Directions for this task ▸ All records below are to be duplicated exactly, with every picture excluded.

[Exercise inputs Boundary: Start]

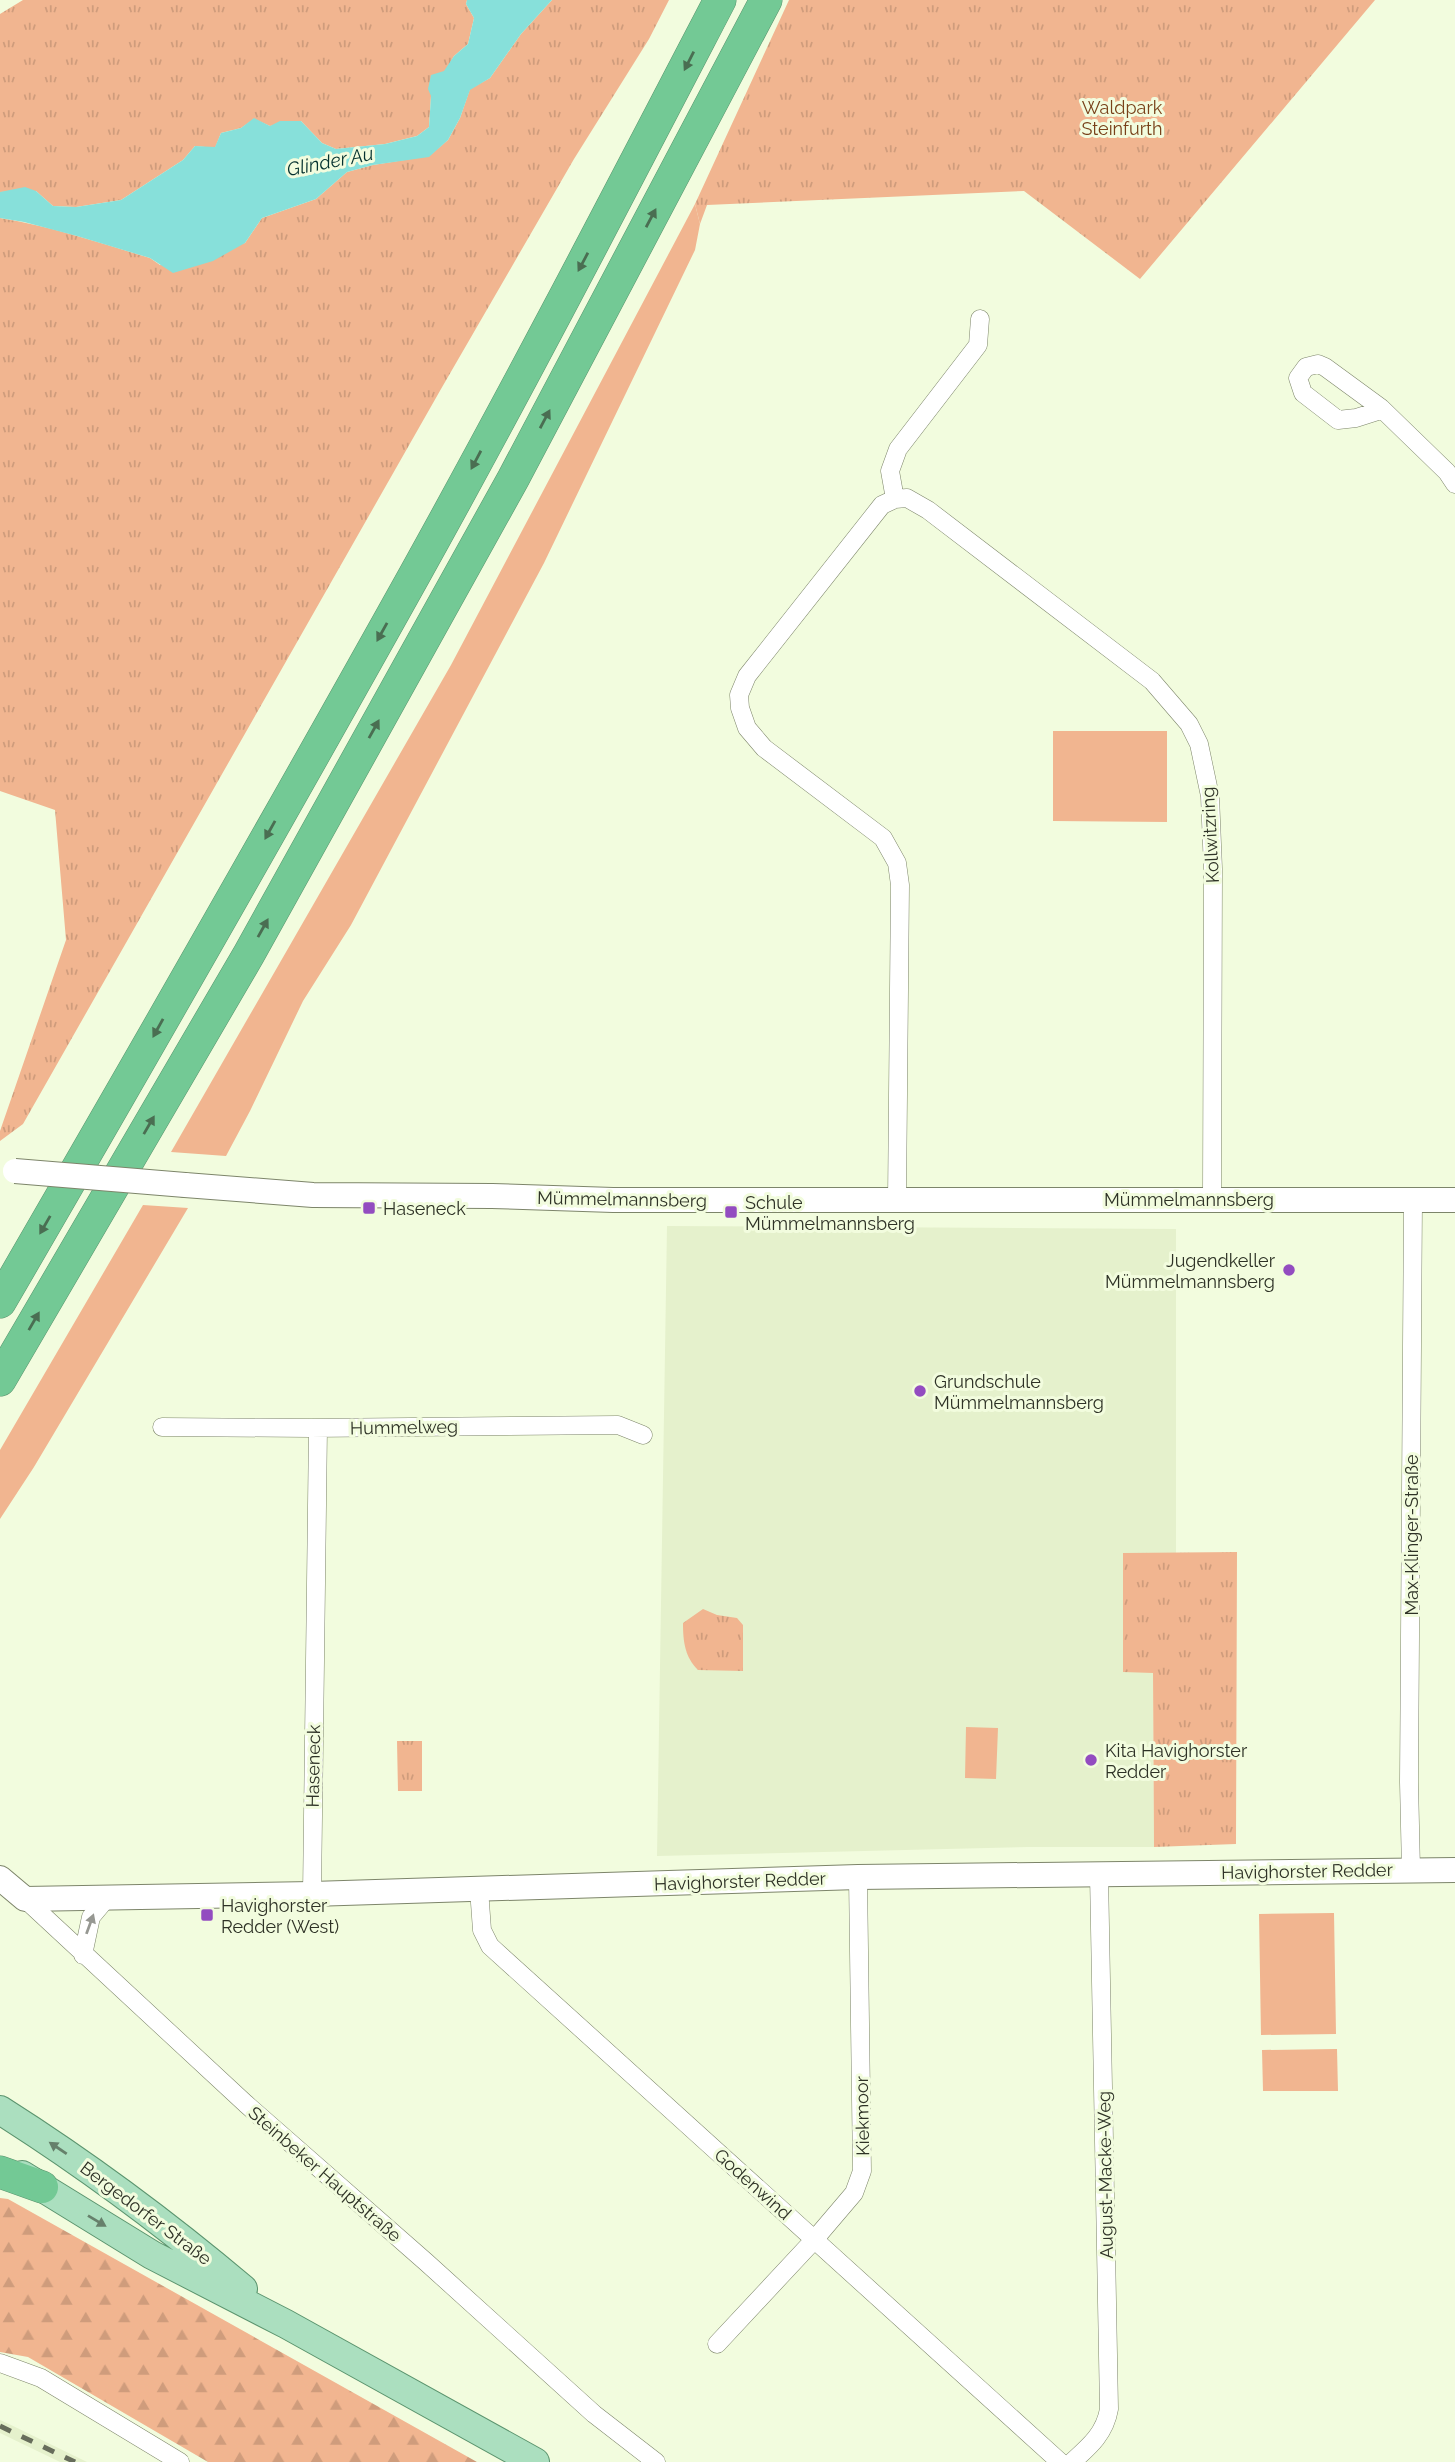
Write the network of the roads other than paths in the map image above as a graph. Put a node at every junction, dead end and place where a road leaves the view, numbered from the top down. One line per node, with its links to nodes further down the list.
1 (720, 0): 12 (highway, one-way to 12)
2 (764, 4): 13 (highway, one-way to 2)
3 (980, 319): 6 (street)
4 (1381, 410): 5 (street)
5 (1452, 474)
6 (894, 499): 8 (street, Kollwitzring); 9 (street)
7 (8, 1170): 9 (street, Mümmelmannsberg, bridge)
8 (1212, 1198): 9 (street, Mümmelmannsberg); 10 (street, Mümmelmannsberg)
9 (897, 1200)
10 (1413, 1200): 11 (street, Mümmelmannsberg); 17 (street, Max-Klinger-Straße)
11 (1455, 1200)
12 (0, 1302)
13 (0, 1380)
14 (162, 1427): 15 (street, Hummelweg)
15 (318, 1428): 16 (street, Hummelweg); 23 (street, Haseneck)
16 (643, 1435)
17 (1411, 1870): 18 (street, Havighorster Redder); 19 (street, Havighorster Redder)
18 (1455, 1870)
19 (1099, 1874): 20 (street, Havighorster Redder); 39 (street, August-Macke-Weg)
20 (858, 1877): 22 (street, Havighorster Redder); 31 (street, Kiekmoor)
21 (0, 1878): 25 (street, Steinbeker Hauptstraße)
22 (479, 1889): 23 (street, Havighorster Redder); 31 (street, Godenwind)
23 (312, 1894): 24 (street, Havighorster Redder)
24 (107, 1898): 25 (street, Havighorster Redder); 26 (street, one-way to 24)
25 (25, 1899): 26 (street, Steinbeker Hauptstraße)
26 (83, 1955): 37 (street, Steinbeker Hauptstraße)
27 (0, 2110): 32 (main road, Bergedorfer Straße, one-way to 27)
28 (0, 2162): 30 (main road, Bergedorfer Straße)
29 (0, 2172): 30 (highway)
30 (42, 2187): 32 (main road, Bergedorfer Straße, one-way to 32)
31 (814, 2240): 33 (street, Kiekmoor); 38 (street, Godenwind)
32 (286, 2324): 36 (main road, Bergedorfer Straße)
33 (717, 2344)
34 (0, 2363): 35 (street)
35 (180, 2462)
36 (535, 2462)
37 (656, 2462)
38 (1060, 2462)
39 (1072, 2462)

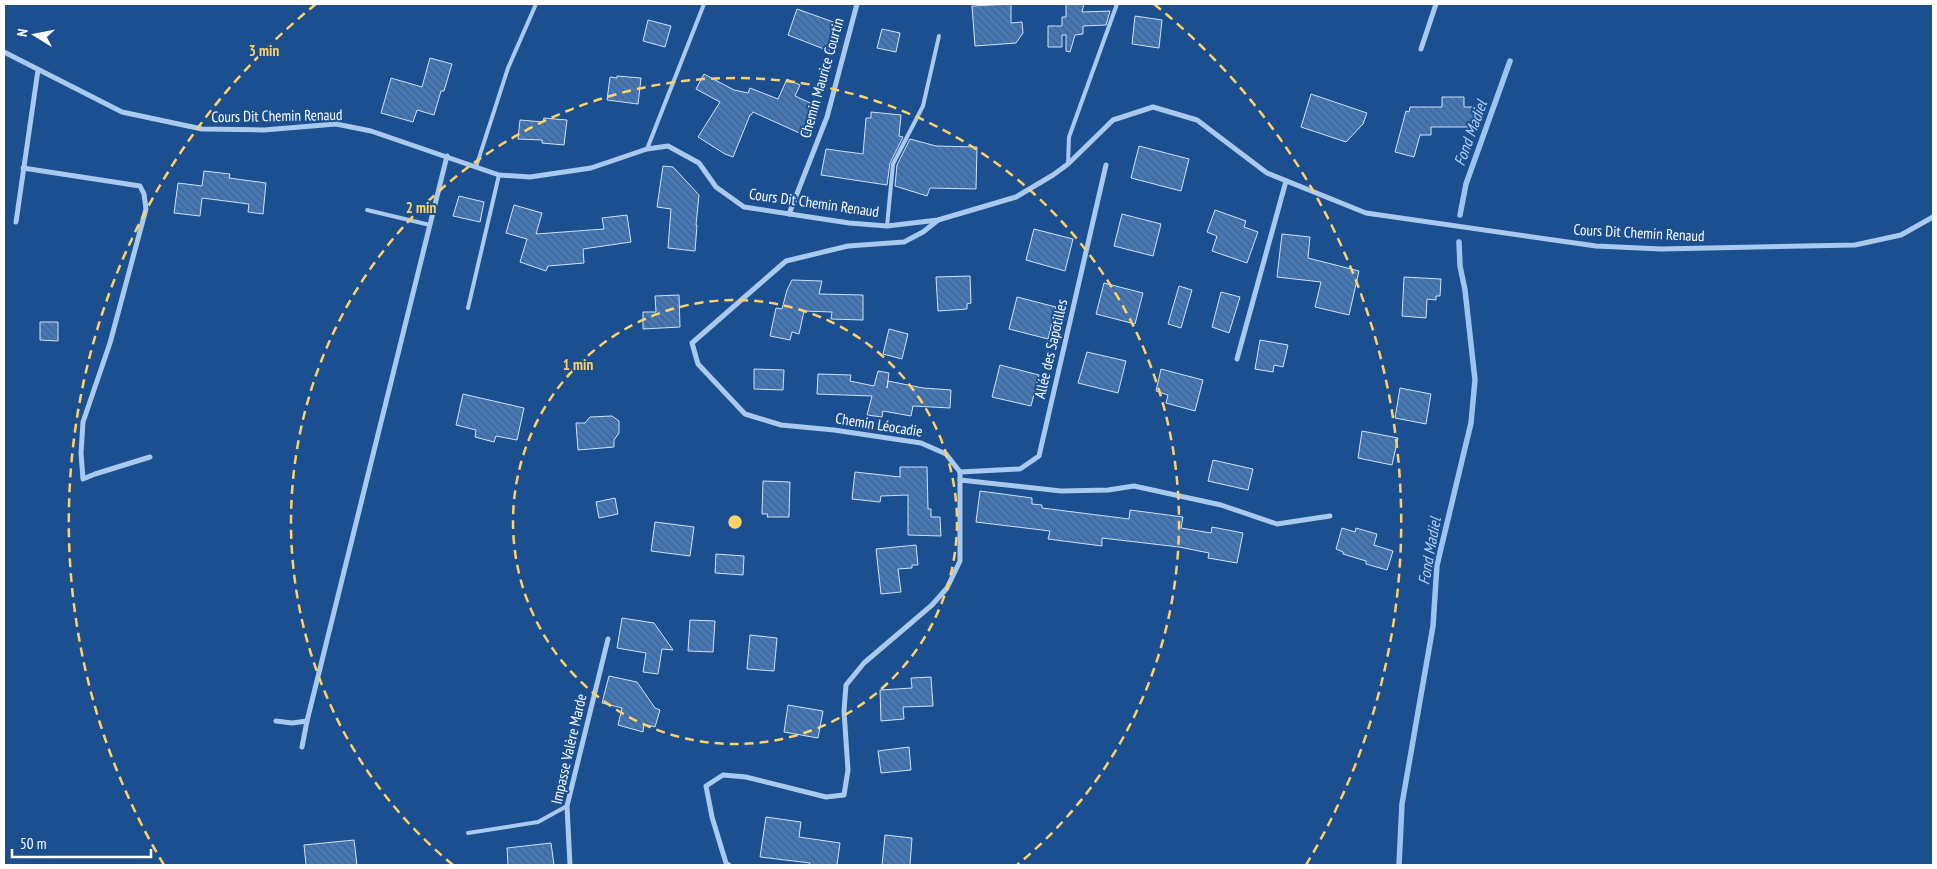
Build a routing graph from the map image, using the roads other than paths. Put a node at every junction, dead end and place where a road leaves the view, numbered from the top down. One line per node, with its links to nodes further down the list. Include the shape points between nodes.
1 (536, 4): 14 (lane, via 508,68)
2 (704, 4): 10 (lane)
3 (857, 4): 19 (street, Chemin Maurice Courtin, via 827,117)
4 (1117, 4): 12 (lane, via 1069,137)
5 (1436, 4): 7 (street)
6 (939, 36): 24 (lane, via 923,106 893,164)
7 (1421, 49)
8 (4, 52): 9 (street, Cours Dit Chemin Renaud)
9 (38, 70): 11 (street, Cours Dit Chemin Renaud, via 122,112 202,129 264,130 336,124 371,131); 15 (street)
10 (647, 150): 16 (street, Cours Dit Chemin Renaud, via 591,168 530,177); 19 (street, Cours Dit Chemin Renaud, via 668,146 699,163 716,187 744,207)
11 (447, 156): 14 (street, Cours Dit Chemin Renaud); 23 (street)
12 (1068, 164): 17 (street, Cours Dit Chemin Renaud, via 1113,120 1153,107 1197,120 1266,173); 21 (street, Cours Dit Chemin Renaud, via 1016,197)
13 (1106, 165): 28 (street, Allée des Sapotilles, via 1040,456 1020,469)
14 (476, 167): 16 (street, Cours Dit Chemin Renaud)
15 (24, 168): 22 (street); 27 (street, via 140,186 144,194 146,209 110,343 83,422 83,479)
16 (499, 175): 25 (lane)
17 (1286, 181): 20 (street, Cours Dit Chemin Renaud, via 1366,213 1596,246 1662,249 1855,245 1901,235); 26 (street)
18 (367, 210): 23 (lane)
19 (789, 214): 24 (street, Cours Dit Chemin Renaud)
20 (1933, 217)
21 (938, 220): 24 (street, Cours Dit Chemin Renaud); 28 (street, Chemin Léocadie, via 904,242 848,246 786,260 692,343 698,364 745,414 781,425 921,443 946,454)
22 (16, 222)
23 (430, 225): 33 (street)
24 (887, 226)
25 (468, 308)
26 (1237, 359)
27 (150, 457)
28 (960, 472): 29 (street)
29 (960, 480): 30 (street, via 1061,492 1134,486 1221,505 1277,524); 38 (street, via 960,561 948,588 864,663 846,685 844,712 848,770 844,795 826,797 722,775 706,786 712,816)
30 (1330, 516)
31 (608, 639): 35 (street, Impasse Valère Marde)
32 (276, 721): 33 (street)
33 (307, 721): 34 (street)
34 (302, 747)
35 (567, 806): 36 (lane, via 538,822); 37 (street, Impasse Valère Marde)
36 (468, 834)
37 (570, 865)
38 (729, 865)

[Exercise inputs Boundary: End]

Problem solution ▸
Write the network of the roads other than paths in the map image above as a graph. Put a node at every junction, dead end and place where a road leaves the view, numbered from the top down. One line per node, with its links to nodes further down the list.
1 (720, 0): 12 (highway, one-way to 12)
2 (764, 4): 13 (highway, one-way to 2)
3 (980, 319): 6 (street)
4 (1381, 410): 5 (street)
5 (1452, 474)
6 (894, 499): 8 (street, Kollwitzring); 9 (street)
7 (8, 1170): 9 (street, Mümmelmannsberg, bridge)
8 (1212, 1198): 9 (street, Mümmelmannsberg); 10 (street, Mümmelmannsberg)
9 (897, 1200)
10 (1413, 1200): 11 (street, Mümmelmannsberg); 17 (street, Max-Klinger-Straße)
11 (1455, 1200)
12 (0, 1302)
13 (0, 1380)
14 (162, 1427): 15 (street, Hummelweg)
15 (318, 1428): 16 (street, Hummelweg); 23 (street, Haseneck)
16 (643, 1435)
17 (1411, 1870): 18 (street, Havighorster Redder); 19 (street, Havighorster Redder)
18 (1455, 1870)
19 (1099, 1874): 20 (street, Havighorster Redder); 39 (street, August-Macke-Weg)
20 (858, 1877): 22 (street, Havighorster Redder); 31 (street, Kiekmoor)
21 (0, 1878): 25 (street, Steinbeker Hauptstraße)
22 (479, 1889): 23 (street, Havighorster Redder); 31 (street, Godenwind)
23 (312, 1894): 24 (street, Havighorster Redder)
24 (107, 1898): 25 (street, Havighorster Redder); 26 (street, one-way to 24)
25 (25, 1899): 26 (street, Steinbeker Hauptstraße)
26 (83, 1955): 37 (street, Steinbeker Hauptstraße)
27 (0, 2110): 32 (main road, Bergedorfer Straße, one-way to 27)
28 (0, 2162): 30 (main road, Bergedorfer Straße)
29 (0, 2172): 30 (highway)
30 (42, 2187): 32 (main road, Bergedorfer Straße, one-way to 32)
31 (814, 2240): 33 (street, Kiekmoor); 38 (street, Godenwind)
32 (286, 2324): 36 (main road, Bergedorfer Straße)
33 (717, 2344)
34 (0, 2363): 35 (street)
35 (180, 2462)
36 (535, 2462)
37 (656, 2462)
38 (1060, 2462)
39 (1072, 2462)

Build a routing graph from the map image, using the roads other than paths. Put a node at every junction, dead end and place where a road leaves the view, numbered from the top down. One line per node, with its links to nodes further down the list. Include the shape points between nodes.
1 (536, 4): 14 (lane, via 508,68)
2 (704, 4): 10 (lane)
3 (857, 4): 19 (street, Chemin Maurice Courtin, via 827,117)
4 (1117, 4): 12 (lane, via 1069,137)
5 (1436, 4): 7 (street)
6 (939, 36): 24 (lane, via 923,106 893,164)
7 (1421, 49)
8 (4, 52): 9 (street, Cours Dit Chemin Renaud)
9 (38, 70): 11 (street, Cours Dit Chemin Renaud, via 122,112 202,129 264,130 336,124 371,131); 15 (street)
10 (647, 150): 16 (street, Cours Dit Chemin Renaud, via 591,168 530,177); 19 (street, Cours Dit Chemin Renaud, via 668,146 699,163 716,187 744,207)
11 (447, 156): 14 (street, Cours Dit Chemin Renaud); 23 (street)
12 (1068, 164): 17 (street, Cours Dit Chemin Renaud, via 1113,120 1153,107 1197,120 1266,173); 21 (street, Cours Dit Chemin Renaud, via 1016,197)
13 (1106, 165): 28 (street, Allée des Sapotilles, via 1040,456 1020,469)
14 (476, 167): 16 (street, Cours Dit Chemin Renaud)
15 (24, 168): 22 (street); 27 (street, via 140,186 144,194 146,209 110,343 83,422 83,479)
16 (499, 175): 25 (lane)
17 (1286, 181): 20 (street, Cours Dit Chemin Renaud, via 1366,213 1596,246 1662,249 1855,245 1901,235); 26 (street)
18 (367, 210): 23 (lane)
19 (789, 214): 24 (street, Cours Dit Chemin Renaud)
20 (1933, 217)
21 (938, 220): 24 (street, Cours Dit Chemin Renaud); 28 (street, Chemin Léocadie, via 904,242 848,246 786,260 692,343 698,364 745,414 781,425 921,443 946,454)
22 (16, 222)
23 (430, 225): 33 (street)
24 (887, 226)
25 (468, 308)
26 (1237, 359)
27 (150, 457)
28 (960, 472): 29 (street)
29 (960, 480): 30 (street, via 1061,492 1134,486 1221,505 1277,524); 38 (street, via 960,561 948,588 864,663 846,685 844,712 848,770 844,795 826,797 722,775 706,786 712,816)
30 (1330, 516)
31 (608, 639): 35 (street, Impasse Valère Marde)
32 (276, 721): 33 (street)
33 (307, 721): 34 (street)
34 (302, 747)
35 (567, 806): 36 (lane, via 538,822); 37 (street, Impasse Valère Marde)
36 (468, 834)
37 (570, 865)
38 (729, 865)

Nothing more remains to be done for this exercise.